Пасхальный сборник «Ангелы поют на небесах» – часть этой большой книги. Он включает в себя произведения, посвященные праздникам определенного периода церковного года – от Великого поста до Троицы.

Для удобства чтения дни церковных праздников и памяти святых расположены помесячно с краткой аннотацией на каждый из них.

Тексты, отобранные Дурылиным, отмечены звездочкой.

Большинство произведений печатается в современной орфографии и пунктуации за исключением случаев, где, по мнению составителя, сохранение старых норм служит большей художественной выразительности.

Особенности авторской лексики и словообразования сохранены без изменений, все авторские выделения приведены курсивом или полужирным.

Многие произведения сборника представлены в сокращении; места сокращений обозначены отточием в угловых скобках.

Все тексты, за исключением произведений самого С.Н. Дурылина, воспроизводятся по изданиям 1990-2000-х годов. Источники публикаций дурылинских текстов указаны в подстрочных примечаниях.

Подстрочные примечания без авторства принадлежат составителям тех изданий, по которым произведение публикуется.

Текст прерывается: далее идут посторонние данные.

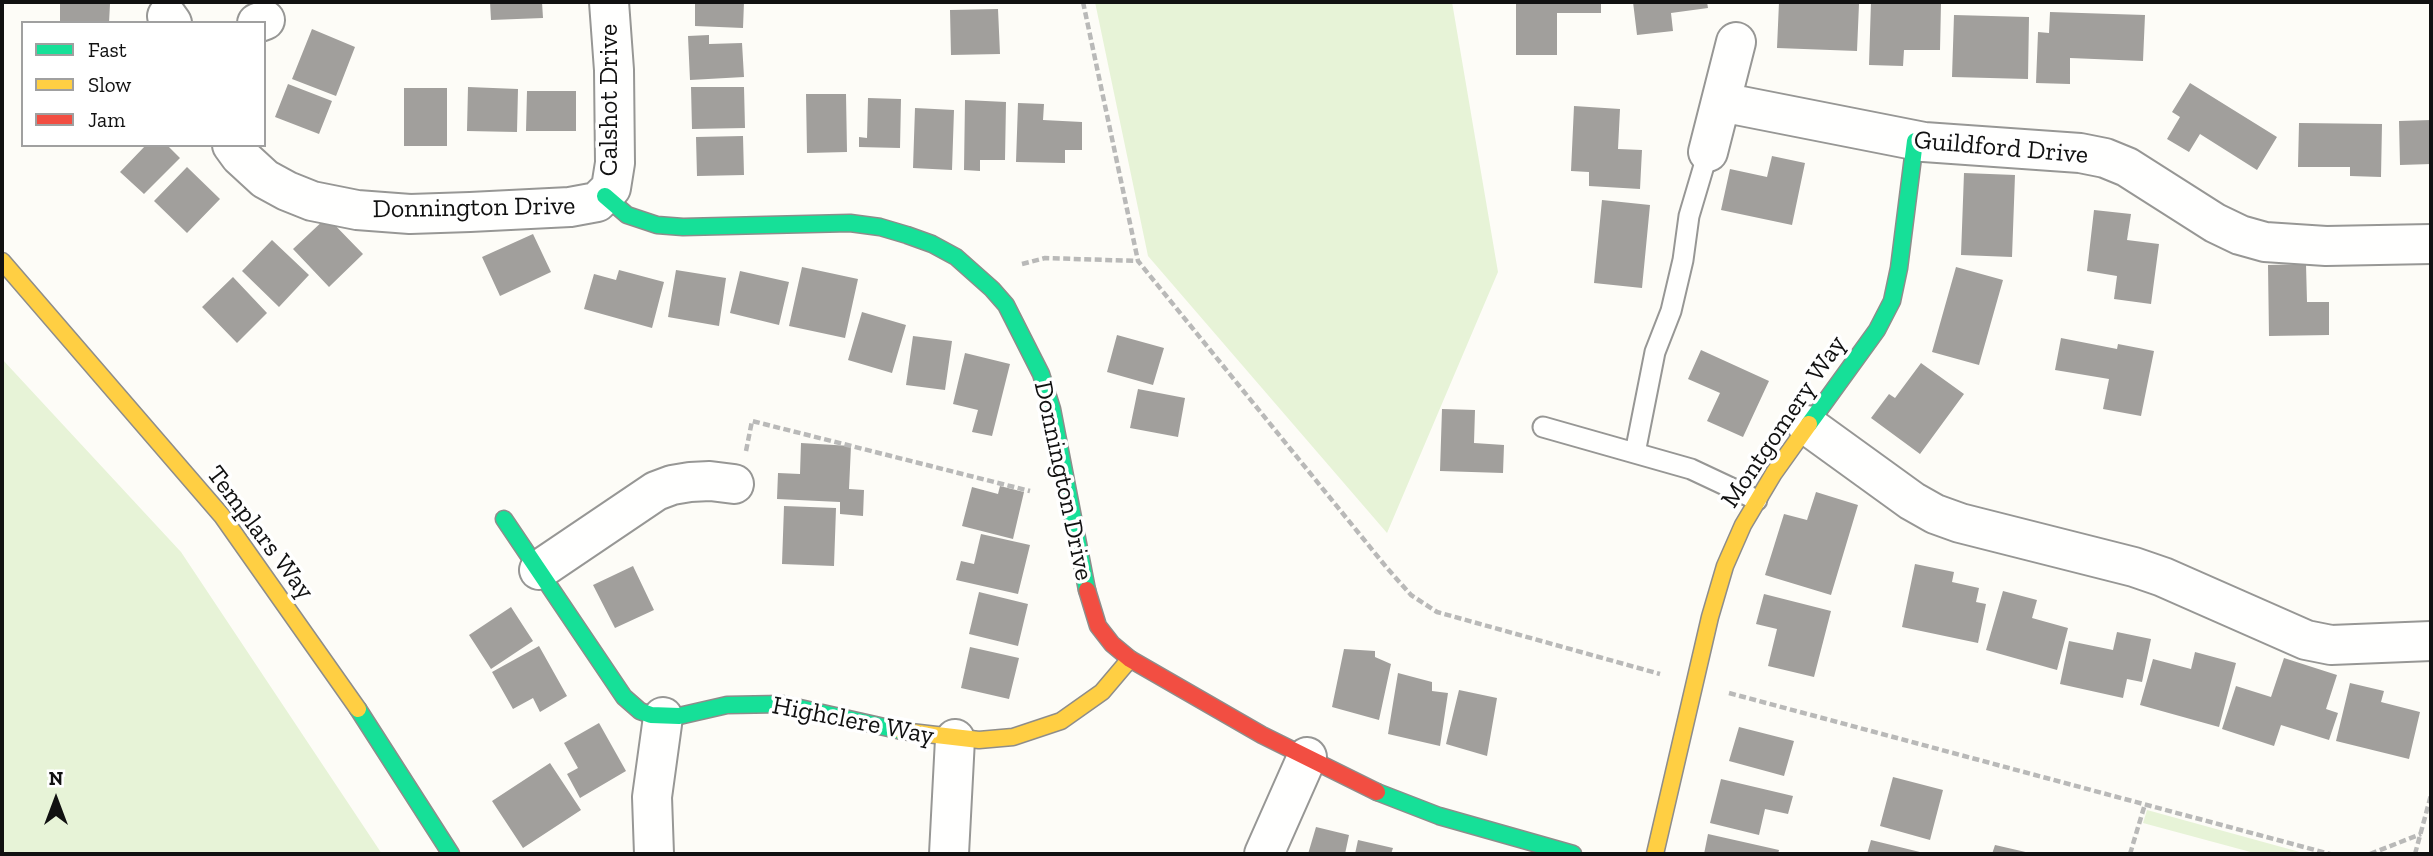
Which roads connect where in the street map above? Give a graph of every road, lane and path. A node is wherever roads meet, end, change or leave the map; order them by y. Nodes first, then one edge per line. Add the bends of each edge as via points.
1 (609, 2) edge
2 (1083, 2) edge
3 (1736, 42) dead end
4 (1721, 102) junction
5 (1915, 141) junction
6 (233, 147) edge
7 (1708, 152) joint
8 (605, 196) junction
9 (2431, 244) edge
10 (2, 261) edge
11 (1138, 261) junction
12 (990, 287) junction
13 (1807, 425) junction
14 (1543, 427) dead end
15 (1635, 453) junction
16 (734, 484) joint
17 (1757, 500) junction
18 (1069, 501) junction
19 (504, 519) dead end
20 (539, 570) junction
21 (2431, 641) edge
22 (1130, 659) junction
23 (1694, 684) junction
24 (663, 717) junction
25 (956, 739) junction
26 (1307, 757) junction
27 (2431, 795) edge
28 (2145, 804) junction
29 (2421, 834) junction
30 (451, 854) edge
31 (654, 854) edge
32 (949, 854) edge
33 (1264, 854) edge
34 (1573, 854) edge
35 (1656, 854) edge
36 (2130, 854) edge
37 (2330, 854) edge
38 (2370, 854) edge
39 (2415, 854) edge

Некоторые тексты не датированы.

Великий пост

Рис.0 Ангелы поют на небесах. Пасхальный сборник Сергея Дурылина

Стихотворение А. С. Пушкина «Отцы пустынники и жены непорочны…» является поэтическим переложением великопостной молитвы Ефрема Сирина:

  • Господи и Владыко живота моего,
  • Дух праздности, уныния, любоначалия
  • и празднословия не даждь ми.
  • Дух же целомудрия, смиренномудрия, терпения
  • и любви даруй ми, рабу Твоему.
  • Ей, Господи Царю! Даруй ми зрети моя прегрешения
  • И не осуждати брата моего,
  • Яко благословен еси во веки веков.
  • Аминь.

В этом стихотворении, написанном поэтом незадолго до смерти, зрелый Пушкин переосмысляет главную идею своей жизни и творчества – идею свободы, которая теперь понимается им как смирение и следование воле Бога. В этом заключается, по Пушкину, высшая свобода, чуждая личного произвола. Знаменательно, что смерть Пушкина 10 февраля (29 января) 1837 года совпала с днем совершения христианской церковью памяти св. Ефрема Сирина.

Александр Пушкин

Отцы пустынники и жены непорочны…*

  • Отцы пустынники и жены непорочны,
  • Чтоб сердцем возлетать во области заочны,
  • Чтоб укреплять его средь дольних бурь и битв,
  • Сложили множество Божественных молитв;
  • Но ни одна из них меня не умиляет,
  • Как та, которую священник повторяет
  • Во дни печальные Великого поста;
  • Всех чаще мне она приходит на уста
  • И падшего крепит неведомою силой:
  • Владыко дней моих! дух праздности унылой,
  • Любоначалия, змеи сокрытой сей,
  • И празднословия не дай душе моей.
  • Но дай мне зреть мои, о Боже, прегрешенья,
  • Да брат мой от меня не примет осужденья,
  • И дух смирения, терпения, любви
  • И целомудрия мне в сердце оживи.

1836

Федор Тютчев

«О вещая душа моя!..»

  • О вещая душа моя!*
  • О сердце, полное тревоги,
  • О, как ты бьешься на пороге
  • Как бы двойного бытия!..
  • Так, ты жилица двух миров,
  • Твой день – болезненный и страстный,
  • Твой сон – пророчески-неясный,
  • Как откровение духов…
  • Пускай страдальческую грудь
  • Волнуют страсти роковые —
  • Душа готова, как Мария,
  • К ногам Христа навек прильнуть.

Иван Шмелев

Из книги «Лето Господне»

Чистый понедельник

Я просыпаюсь от резкого света в комнате: голый какой-то свет, холодный, скучный. Да, сегодня Великий пост. Розовые занавески, с охотниками и утками, уже сняли, когда я спал, и оттого так голо и скучно в комнате. Сегодня у нас Чистый понедельник, и все у нас в доме чистят. Серенькая погода, оттепель. Капает за окном – как плачет. Старый наш плотник – филенщик Горкин, сказал вчера, что масленица уйдет – заплачет. Вот и заплакала – кап… кап… кап… Вот она! Я смотрю на растерзанные бумажные цветочки, на золоченый пряник «масленицы» – игрушки, принесенной вчера из бань: нет ни медведиков, ни горок, – пропала радость. И радостное что-то копошится в сердце: новое все теперь, другое. Теперь уж «душа начнется», – Горкин вчера рассказывал, – «душу готовить надо». Говеть, поститься, к Светлому дню готовиться.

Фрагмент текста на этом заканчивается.